** WHAT IS NEEDED **
Would you go through the records below and copy each line with the string "roads"?

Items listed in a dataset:

:::

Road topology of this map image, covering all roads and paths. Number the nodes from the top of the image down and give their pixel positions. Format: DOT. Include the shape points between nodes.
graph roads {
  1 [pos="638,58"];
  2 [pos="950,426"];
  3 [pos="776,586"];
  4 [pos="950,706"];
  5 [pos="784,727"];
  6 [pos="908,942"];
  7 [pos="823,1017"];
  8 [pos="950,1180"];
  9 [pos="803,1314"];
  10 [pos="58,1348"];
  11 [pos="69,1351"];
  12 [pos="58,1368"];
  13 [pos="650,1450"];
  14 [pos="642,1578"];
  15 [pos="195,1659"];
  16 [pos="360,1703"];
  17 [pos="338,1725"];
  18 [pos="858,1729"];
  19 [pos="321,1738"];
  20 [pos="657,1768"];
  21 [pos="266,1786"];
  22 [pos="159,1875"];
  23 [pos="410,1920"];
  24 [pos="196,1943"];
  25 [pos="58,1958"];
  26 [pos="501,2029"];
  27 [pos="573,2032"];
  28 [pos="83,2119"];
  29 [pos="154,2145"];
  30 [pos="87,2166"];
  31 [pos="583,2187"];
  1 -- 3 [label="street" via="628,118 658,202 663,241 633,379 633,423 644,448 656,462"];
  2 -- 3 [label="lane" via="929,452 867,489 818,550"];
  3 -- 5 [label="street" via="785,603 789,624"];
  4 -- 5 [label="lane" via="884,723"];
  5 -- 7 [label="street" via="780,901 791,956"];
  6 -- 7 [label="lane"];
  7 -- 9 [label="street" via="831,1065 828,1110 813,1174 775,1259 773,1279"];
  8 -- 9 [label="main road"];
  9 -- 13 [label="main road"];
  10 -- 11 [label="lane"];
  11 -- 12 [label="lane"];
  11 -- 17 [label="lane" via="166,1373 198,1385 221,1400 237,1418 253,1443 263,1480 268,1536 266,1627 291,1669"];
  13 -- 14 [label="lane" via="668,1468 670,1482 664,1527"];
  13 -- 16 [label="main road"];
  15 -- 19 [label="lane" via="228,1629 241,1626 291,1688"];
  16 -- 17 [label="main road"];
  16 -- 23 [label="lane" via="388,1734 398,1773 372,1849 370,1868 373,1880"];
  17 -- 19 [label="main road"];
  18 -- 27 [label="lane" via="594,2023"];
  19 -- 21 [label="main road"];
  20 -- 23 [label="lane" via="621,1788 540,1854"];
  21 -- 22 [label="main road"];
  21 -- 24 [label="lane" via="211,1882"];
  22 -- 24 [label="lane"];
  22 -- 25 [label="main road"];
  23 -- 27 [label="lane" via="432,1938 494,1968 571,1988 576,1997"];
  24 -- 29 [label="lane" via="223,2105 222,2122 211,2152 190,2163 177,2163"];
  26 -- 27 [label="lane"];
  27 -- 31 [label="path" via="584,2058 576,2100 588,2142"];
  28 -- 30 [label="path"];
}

:::

** TASK OUTPUT **
Road topology of this map image, covering all roads and paths. Number the nodes from the top of the image down and give their pixel positions. Format: DOT. Include the shape points between nodes.
graph roads {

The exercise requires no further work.